Denial Of Service Attacks And Basic Targets


WHAT IS A DENIAL OF SERVICE ATTACK?

Denial of service is about without permission knocking off services, for example through crashing the whole system.

This kind of attacks are easy to launch and it is hard to protect a system against them. The basic problem is that Unix
assumes that users on the system or on other systems will be well behaved.

ARE SOME OPERATING SYSTEMS MORE SECURE?

Common  statement regarding security is that Unix platforms are more secure than Windows, but you can’t say that
one Unix is more secure against denial of service, it is all up to theadministrator.

A comparison between Windows on one side and Unix on the
other could however be interesting.

Unix systems are much more complex and have hundreds of built in programs,
services… This always open up many ways to crash the system from
the inside.

In the normal Windows  network were is few ways to crash
the system. Although were is methods that always will work.

That gives us that no big different between Microsoft and Unix can
be seen regarding the inside attacks. But there is a couple of
points left:

  •     Unix have much more tools and programs to discover an

attack and monitoring the users. To watch what another user
is up to under windows is very hard.

  •     The average Unix administrator probably also have much mor

experience than the average Microsoft administrator.
The two last points gives that Unix is more secure against inside

denial of service attacks.

A comparison between Microsoft and Unix regarding outside attacks
are much more difficult. However I would like to say that the average
Microsoft system on the Internet are more secure against outside
attacks, because they normally have much less services.

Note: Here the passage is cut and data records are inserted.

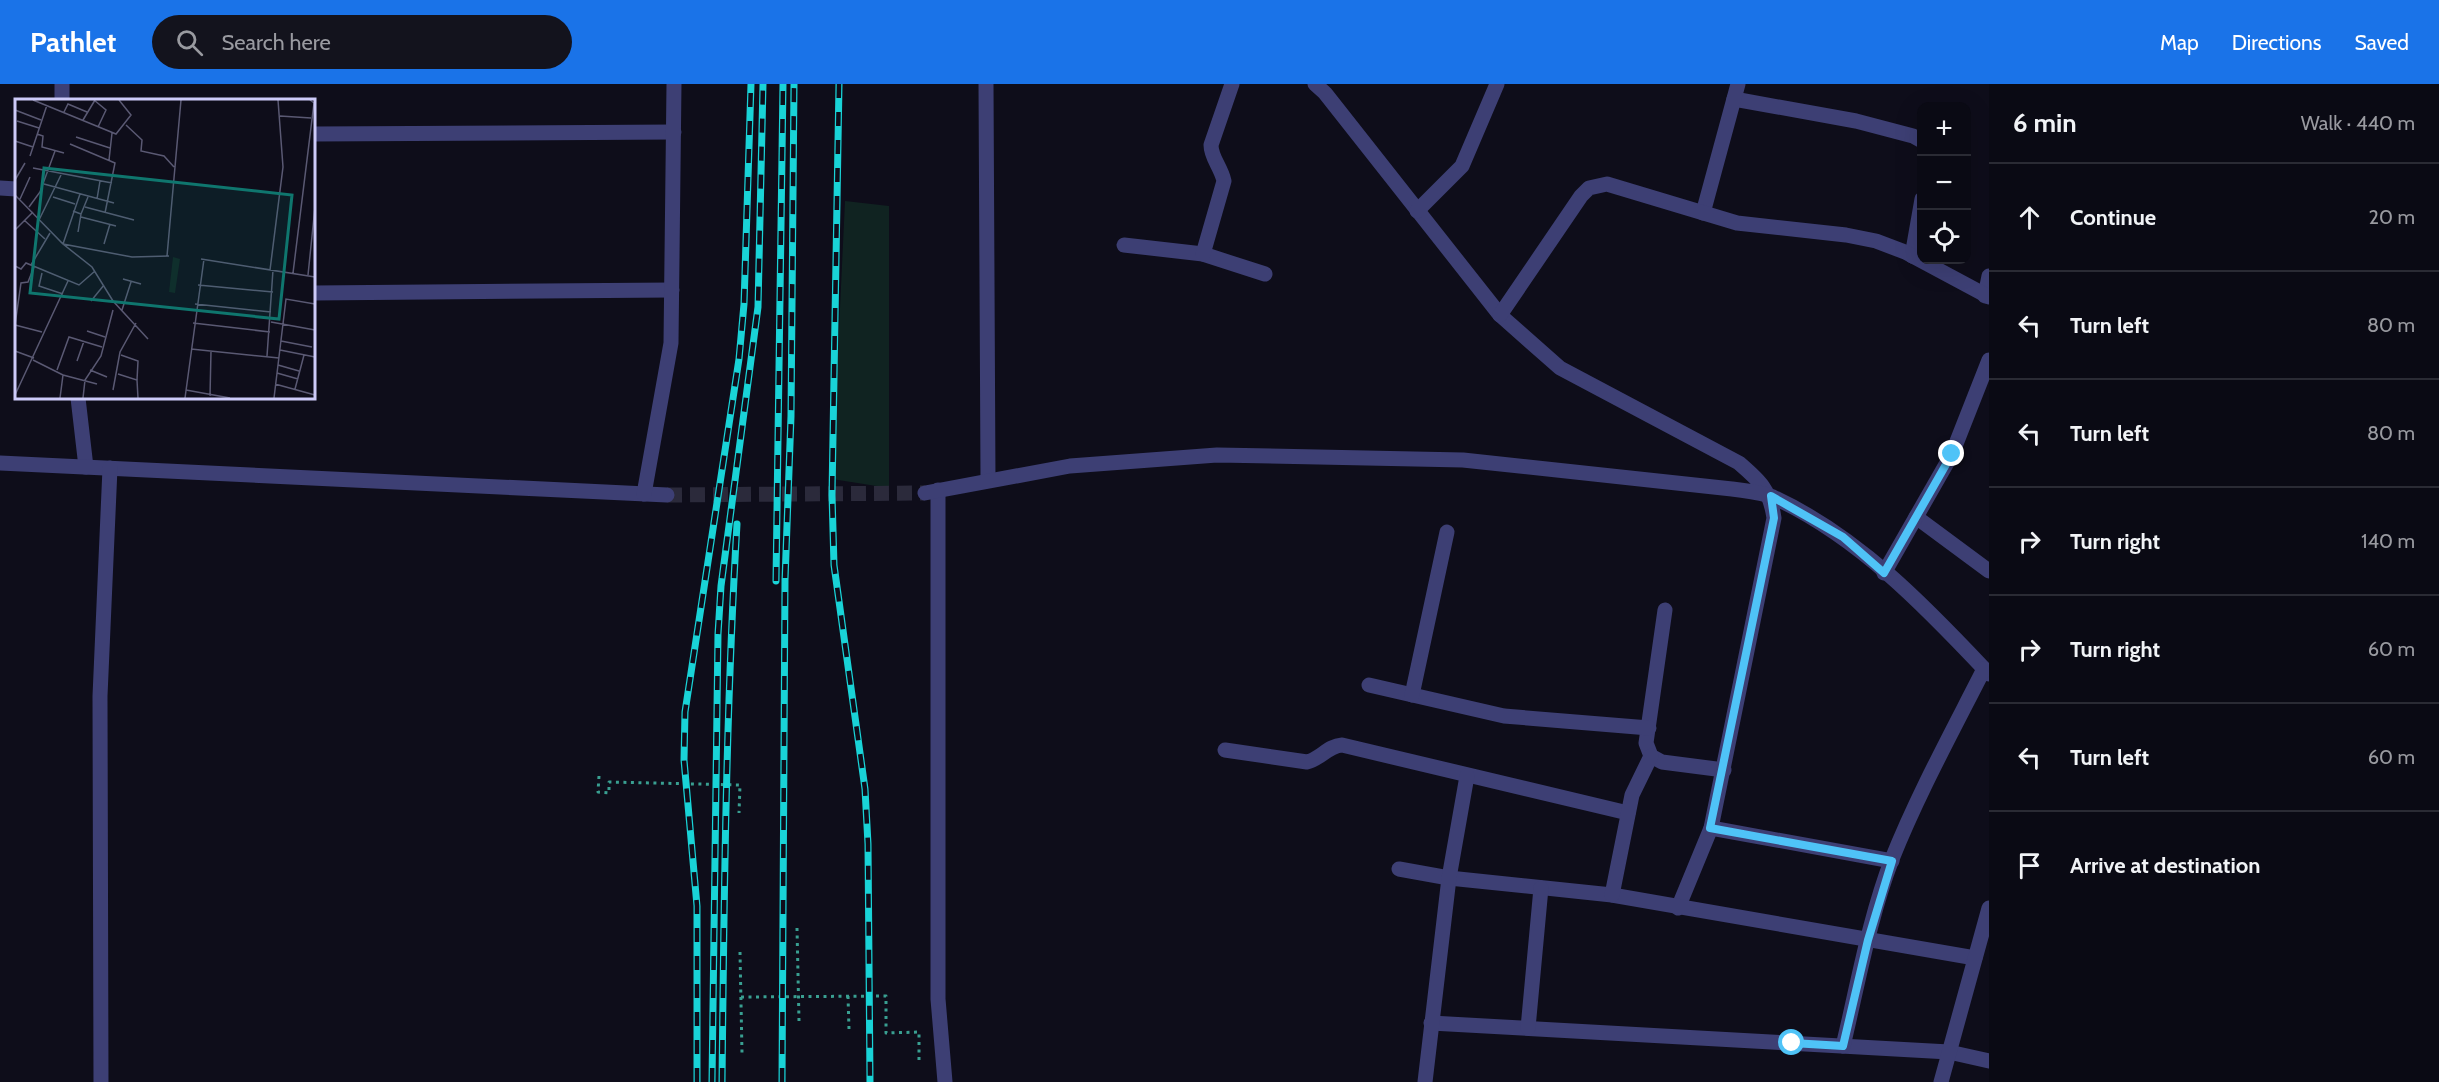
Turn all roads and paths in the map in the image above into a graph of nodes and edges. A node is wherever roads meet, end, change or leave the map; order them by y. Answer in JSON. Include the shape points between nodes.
{"nodes":[{"id":1,"x":675,"y":84,"type":"edge"},
{"id":2,"x":986,"y":84,"type":"edge"},
{"id":3,"x":1232,"y":84,"type":"edge"},
{"id":4,"x":1315,"y":84,"type":"edge"},
{"id":5,"x":1497,"y":84,"type":"edge"},
{"id":6,"x":1738,"y":84,"type":"edge"},
{"id":7,"x":1734,"y":99,"type":"junction"},
{"id":8,"x":674,"y":132,"type":"junction"},
{"id":9,"x":315,"y":134,"type":"edge"},
{"id":10,"x":1917,"y":138,"type":"edge"},
{"id":11,"x":0,"y":188,"type":"edge"},
{"id":12,"x":15,"y":189,"type":"edge"},
{"id":13,"x":1920,"y":210,"type":"edge"},
{"id":14,"x":1417,"y":211,"type":"junction"},
{"id":15,"x":1703,"y":213,"type":"junction"},
{"id":16,"x":1124,"y":246,"type":"dead end"},
{"id":17,"x":1203,"y":254,"type":"junction"},
{"id":18,"x":1912,"y":256,"type":"junction"},
{"id":19,"x":1265,"y":274,"type":"dead end"},
{"id":20,"x":1989,"y":276,"type":"edge"},
{"id":21,"x":672,"y":290,"type":"junction"},
{"id":22,"x":315,"y":293,"type":"edge"},
{"id":23,"x":1987,"y":297,"type":"edge"},
{"id":24,"x":1500,"y":315,"type":"junction"},
{"id":25,"x":1989,"y":360,"type":"edge"},
{"id":26,"x":78,"y":399,"type":"edge"},
{"id":27,"x":0,"y":463,"type":"edge"},
{"id":28,"x":86,"y":467,"type":"junction"},
{"id":29,"x":110,"y":468,"type":"junction"},
{"id":30,"x":988,"y":479,"type":"junction"},
{"id":31,"x":644,"y":494,"type":"junction"},
{"id":32,"x":667,"y":495,"type":"tunnel mouth"},
{"id":33,"x":1771,"y":496,"type":"junction"},
{"id":34,"x":1916,"y":517,"type":"junction"},
{"id":35,"x":1447,"y":532,"type":"dead end"},
{"id":36,"x":1989,"y":571,"type":"edge"},
{"id":37,"x":1884,"y":573,"type":"junction"},
{"id":38,"x":1665,"y":610,"type":"dead end"},
{"id":39,"x":1986,"y":672,"type":"edge"},
{"id":40,"x":1369,"y":685,"type":"dead end"},
{"id":41,"x":1412,"y":695,"type":"junction"},
{"id":42,"x":1649,"y":728,"type":"junction"},
{"id":43,"x":1225,"y":750,"type":"dead end"},
{"id":44,"x":1651,"y":756,"type":"junction"},
{"id":45,"x":1724,"y":770,"type":"junction"},
{"id":46,"x":599,"y":776,"type":"dead end"},
{"id":47,"x":1467,"y":776,"type":"junction"},
{"id":48,"x":739,"y":813,"type":"dead end"},
{"id":49,"x":1628,"y":813,"type":"junction"},
{"id":50,"x":1710,"y":828,"type":"junction"},
{"id":51,"x":1892,"y":861,"type":"junction"},
{"id":52,"x":1399,"y":869,"type":"dead end"},
{"id":53,"x":1449,"y":878,"type":"junction"},
{"id":54,"x":1541,"y":888,"type":"junction"},
{"id":55,"x":1612,"y":895,"type":"junction"},
{"id":56,"x":1678,"y":908,"type":"junction"},
{"id":57,"x":1989,"y":909,"type":"edge"},
{"id":58,"x":797,"y":928,"type":"dead end"},
{"id":59,"x":1868,"y":940,"type":"junction"},
{"id":60,"x":740,"y":952,"type":"dead end"},
{"id":61,"x":1975,"y":958,"type":"junction"},
{"id":62,"x":799,"y":996,"type":"junction"},
{"id":63,"x":848,"y":996,"type":"junction"},
{"id":64,"x":741,"y":997,"type":"junction"},
{"id":65,"x":800,"y":1021,"type":"dead end"},
{"id":66,"x":1431,"y":1023,"type":"junction"},
{"id":67,"x":1528,"y":1028,"type":"junction"},
{"id":68,"x":849,"y":1029,"type":"dead end"},
{"id":69,"x":1843,"y":1046,"type":"junction"},
{"id":70,"x":1949,"y":1052,"type":"junction"},
{"id":71,"x":742,"y":1053,"type":"dead end"},
{"id":72,"x":919,"y":1060,"type":"dead end"},
{"id":73,"x":1989,"y":1061,"type":"edge"},
{"id":74,"x":101,"y":1082,"type":"edge"},
{"id":75,"x":945,"y":1082,"type":"edge"},
{"id":76,"x":1425,"y":1082,"type":"edge"},
{"id":77,"x":1941,"y":1082,"type":"edge"}],
"edges":[{"from":1,"to":8,"type":"street"},
{"from":2,"to":30,"type":"street"},
{"from":3,"to":17,"type":"street","via":[[1211,144],[1211,154],[1224,181]]},
{"from":4,"to":14,"type":"street"},
{"from":5,"to":14,"type":"street","via":[[1462,166]]},
{"from":6,"to":7,"type":"street"},
{"from":7,"to":10,"type":"street","via":[[1856,121]]},
{"from":7,"to":15,"type":"street"},
{"from":8,"to":9,"type":"street"},
{"from":8,"to":21,"type":"street"},
{"from":11,"to":12,"type":"street"},
{"from":13,"to":18,"type":"street"},
{"from":14,"to":24,"type":"street"},
{"from":15,"to":18,"type":"street","via":[[1737,223],[1876,241]]},
{"from":15,"to":24,"type":"street","via":[[1607,184],[1589,188]]},
{"from":16,"to":17,"type":"street"},
{"from":17,"to":19,"type":"street"},
{"from":18,"to":23,"type":"street"},
{"from":20,"to":23,"type":"street"},
{"from":21,"to":22,"type":"street"},
{"from":21,"to":31,"type":"street","via":[[671,343]]},
{"from":24,"to":33,"type":"street","via":[[1560,368],[1739,463]]},
{"from":25,"to":34,"type":"street","via":[[1952,454]]},
{"from":26,"to":28,"type":"street"},
{"from":27,"to":28,"type":"street"},
{"from":28,"to":29,"type":"street"},
{"from":29,"to":31,"type":"street"},
{"from":29,"to":74,"type":"street","via":[[100,696]]},
{"from":30,"to":33,"type":"street","via":[[1070,466],[1217,455],[1451,459]]},
{"from":30,"to":75,"type":"street","via":[[932,491],[938,999]]},
{"from":31,"to":32,"type":"street"},
{"from":33,"to":37,"type":"street","via":[[1843,537]]},
{"from":33,"to":45,"type":"street","via":[[1774,518]]},
{"from":34,"to":36,"type":"street"},
{"from":34,"to":37,"type":"street"},
{"from":35,"to":41,"type":"street"},
{"from":37,"to":39,"type":"street","via":[[1941,622]]},
{"from":38,"to":42,"type":"street"},
{"from":39,"to":51,"type":"street","via":[[1915,806]]},
{"from":40,"to":41,"type":"street"},
{"from":41,"to":42,"type":"street","via":[[1504,716]]},
{"from":42,"to":44,"type":"street","via":[[1646,743]]},
{"from":43,"to":47,"type":"street","via":[[1307,762],[1334,745],[1342,745]]},
{"from":44,"to":45,"type":"street","via":[[1662,762]]},
{"from":44,"to":49,"type":"street","via":[[1632,795]]},
{"from":45,"to":50,"type":"street"},
{"from":46,"to":48,"type":"path","via":[[598,792],[609,793],[609,782],[740,785]]},
{"from":47,"to":49,"type":"street"},
{"from":47,"to":53,"type":"street"},
{"from":49,"to":55,"type":"street"},
{"from":50,"to":51,"type":"street"},
{"from":50,"to":56,"type":"street"},
{"from":51,"to":59,"type":"street"},
{"from":52,"to":53,"type":"street"},
{"from":53,"to":54,"type":"street"},
{"from":53,"to":66,"type":"street"},
{"from":54,"to":55,"type":"street"},
{"from":54,"to":67,"type":"street"},
{"from":55,"to":56,"type":"street"},
{"from":56,"to":59,"type":"street"},
{"from":57,"to":61,"type":"street"},
{"from":58,"to":62,"type":"path"},
{"from":59,"to":61,"type":"street"},
{"from":59,"to":69,"type":"street"},
{"from":60,"to":64,"type":"path"},
{"from":61,"to":70,"type":"street"},
{"from":62,"to":63,"type":"path"},
{"from":62,"to":64,"type":"path"},
{"from":62,"to":65,"type":"path"},
{"from":63,"to":68,"type":"path"},
{"from":63,"to":72,"type":"path","via":[[886,996],[886,1033],[919,1032]]},
{"from":64,"to":71,"type":"path"},
{"from":66,"to":67,"type":"street"},
{"from":66,"to":76,"type":"street"},
{"from":67,"to":69,"type":"street"},
{"from":69,"to":70,"type":"street"},
{"from":70,"to":73,"type":"street"},
{"from":70,"to":77,"type":"street"}]}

 SOME BASIC TARGETS FOR AN ATTACK

1)  SWAP SPACE

Most systems have several hundred Mbytes of swap space to
service client requests. The swap space is typical used
for forked child processes which have a short life time.
The swap space will therefore almost never in a normal
cause be used heavily. A denial of service could be based
on a method that tries to fill up the swap space.

 2) BANDWIDTH

If the bandwidth is to high the network will be useless. Most
denial of service attack influence the bandwidth in some way.

3)  KERNEL TABLES

It is trivial to overflow the kernel tables which will cause
serious problems on the system. Systems with write through
caches and small write buffers is especially sensitive.

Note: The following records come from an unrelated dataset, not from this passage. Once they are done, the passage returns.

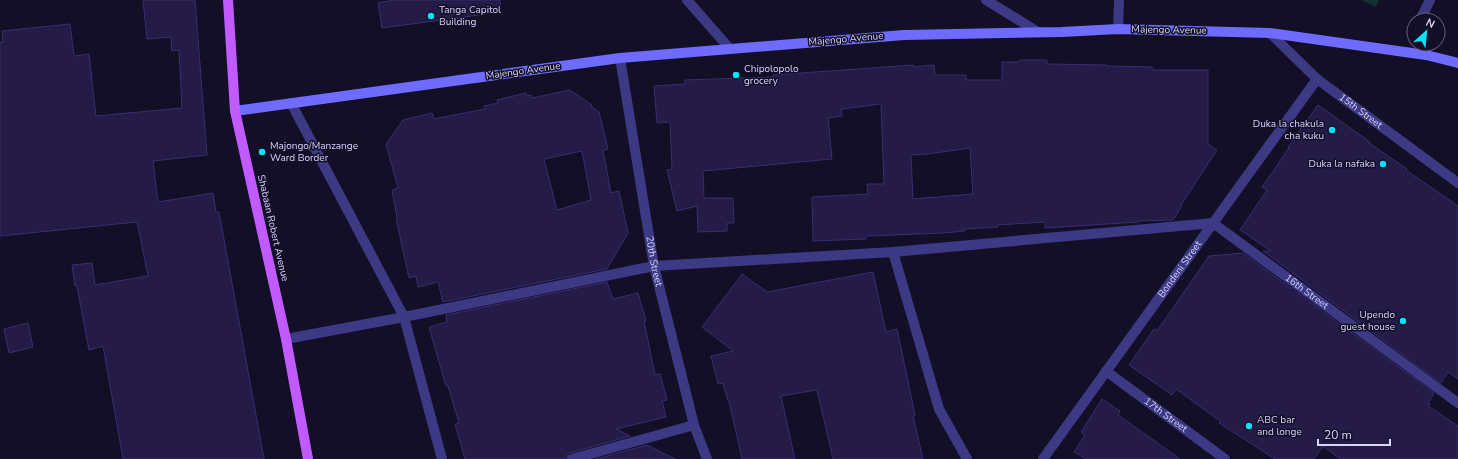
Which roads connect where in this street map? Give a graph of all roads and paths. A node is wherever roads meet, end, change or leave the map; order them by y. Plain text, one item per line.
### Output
1 (228, 0) edge
2 (687, 0) edge
3 (986, 0) edge
4 (1119, 0) edge
5 (1430, 0) edge
6 (1424, 12) edge
7 (1118, 29) junction
8 (1038, 32) junction
9 (1270, 33) junction
10 (730, 49) junction
11 (1425, 52) edge
12 (1426, 55) junction
13 (620, 58) junction
14 (1458, 63) edge
15 (1317, 79) junction
16 (291, 103) junction
17 (235, 111) junction
18 (1458, 183) edge
19 (1213, 223) junction
20 (893, 252) junction
21 (654, 266) junction
22 (404, 317) junction
23 (286, 339) junction
24 (1106, 371) junction
25 (1458, 403) edge
26 (694, 425) junction
27 (308, 459) edge
28 (442, 459) edge
29 (572, 459) edge
30 (707, 459) edge
31 (968, 459) edge
32 (1043, 459) edge
33 (1225, 459) edge

1 - 17 main road, Shabaan Robert Avenue
2 - 10 street
3 - 8 street
4 - 7 street
5 - 6 street
7 - 8 street, Majengo Avenue
7 - 9 street, Majengo Avenue
8 - 10 street, Majengo Avenue
9 - 12 street, Majengo Avenue
9 - 15 street, 15th Street
10 - 13 street, Majengo Avenue
11 - 12 street
12 - 14 street, Majengo Avenue
13 - 16 street, Majengo Avenue
13 - 21 street, 20th Street
15 - 18 street, 15th Street
15 - 19 street, Bondeni Street
16 - 17 street, Majengo Avenue
16 - 22 street
17 - 23 main road, Shabaan Robert Avenue
19 - 20 street
19 - 24 street, Bondeni Street
19 - 25 street, 16th Street
20 - 21 street
20 - 31 street
21 - 22 street
21 - 26 street, 20th Street
22 - 23 street
22 - 28 street
23 - 27 main road, Shabaan Robert Avenue
24 - 32 street, Bondeni Street
24 - 33 street, 17th Street
26 - 29 street
26 - 30 street, 20th Street

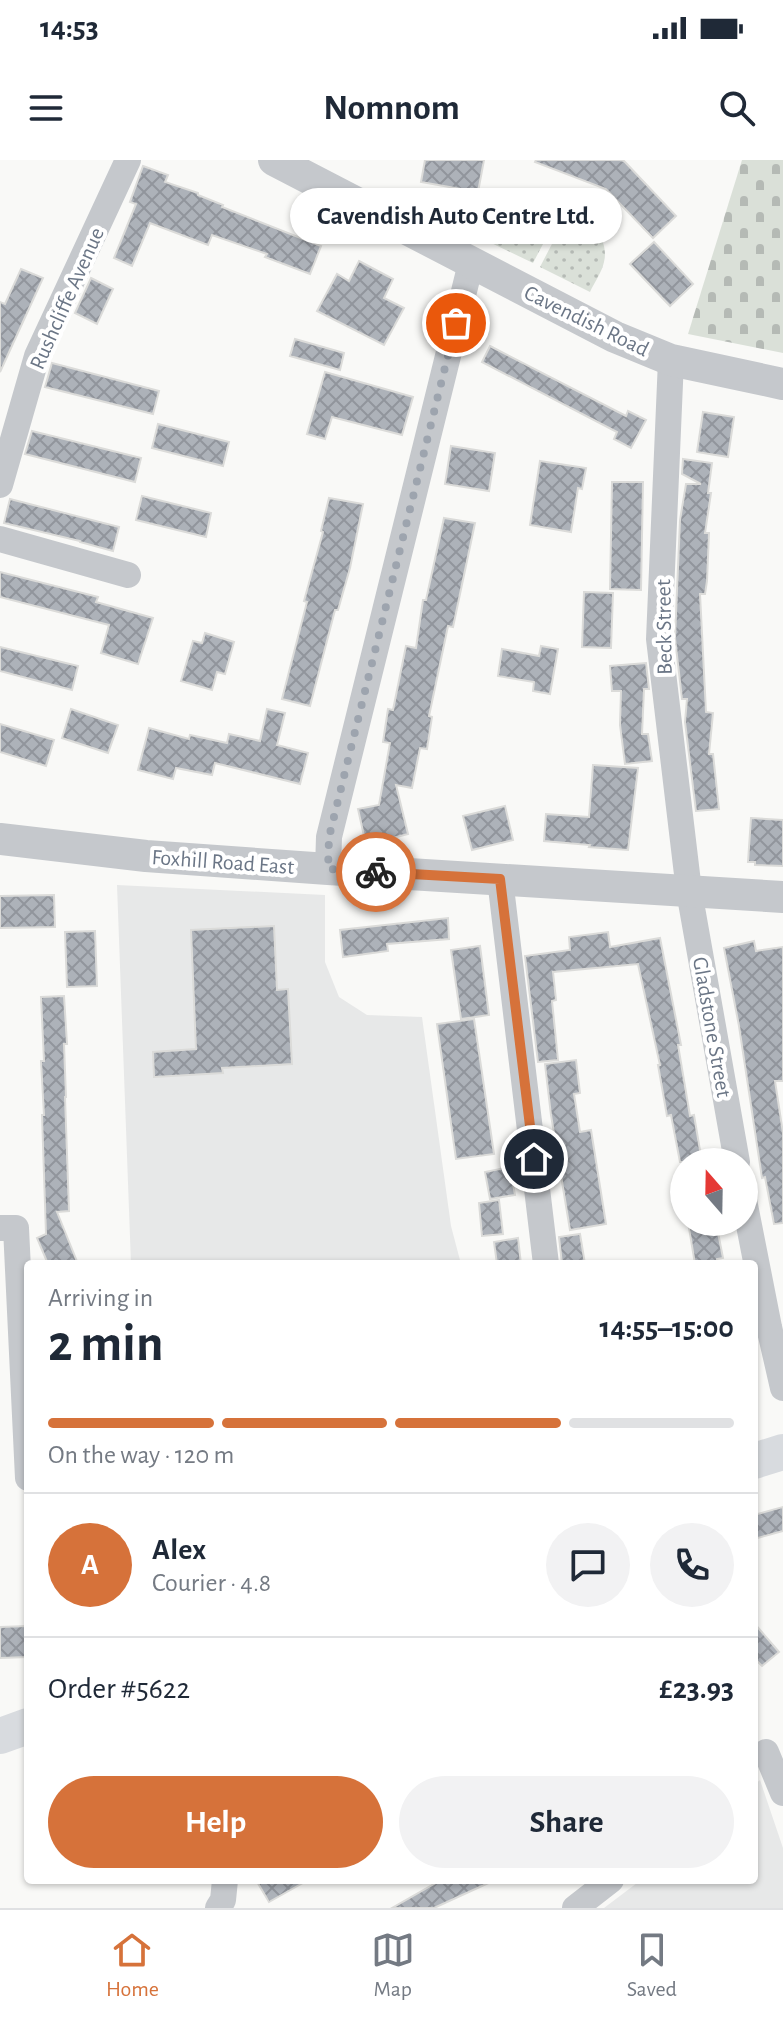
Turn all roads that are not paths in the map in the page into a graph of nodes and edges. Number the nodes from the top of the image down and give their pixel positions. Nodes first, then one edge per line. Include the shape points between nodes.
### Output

Kernel memory allocation is also a target that is sensitive.
The kernel have a kernelmap limit, if the system reach this
limit it can not allocate more kernel memory and must be rebooted.
The kernel memory is not only used for RAM, CPU:s, screens and so
on, it it also used for ordinaries processes. Meaning that any system
can be crashed and with a mean (or in some sense good) algorithm pretty
fast.

For Solaris 2.X it is measured and reported with the sar command
how much kernel memory the system is using, but for SunOS 4.X there
is no such command. Meaning that under SunOS 4.X you don’t even can
get a warning. If you do use Solaris you should write sar -k 1 to
get the information. netstat -k can also be used and shows how much
memory the kernel have allocated in the subpaging.

4) RAM

A denial of service attack that allocates a large amount of RAM
can make a great deal of problems. NFS and mail servers are
actually extremely sensitive because they do not need much
RAM and therefore often don’t have much RAM. An attack at
a NFS server is trivial. The normal NFS client will do a
great deal of caching, but a NFS client can be anything
including the program you wrote yourself…

5) DISKS

A classic attack is to fill up the hard disk, but an attack at
the disks can be so much more. For example can an overloaded disk
be misused in many ways.

6) CACHES

A denial of service attack involving caches can be based on a method
to block the cache or to avoid the cache.

These caches are found on Solaris 2.X:

Directory name lookup cache: Associates the name of a file with a vnode.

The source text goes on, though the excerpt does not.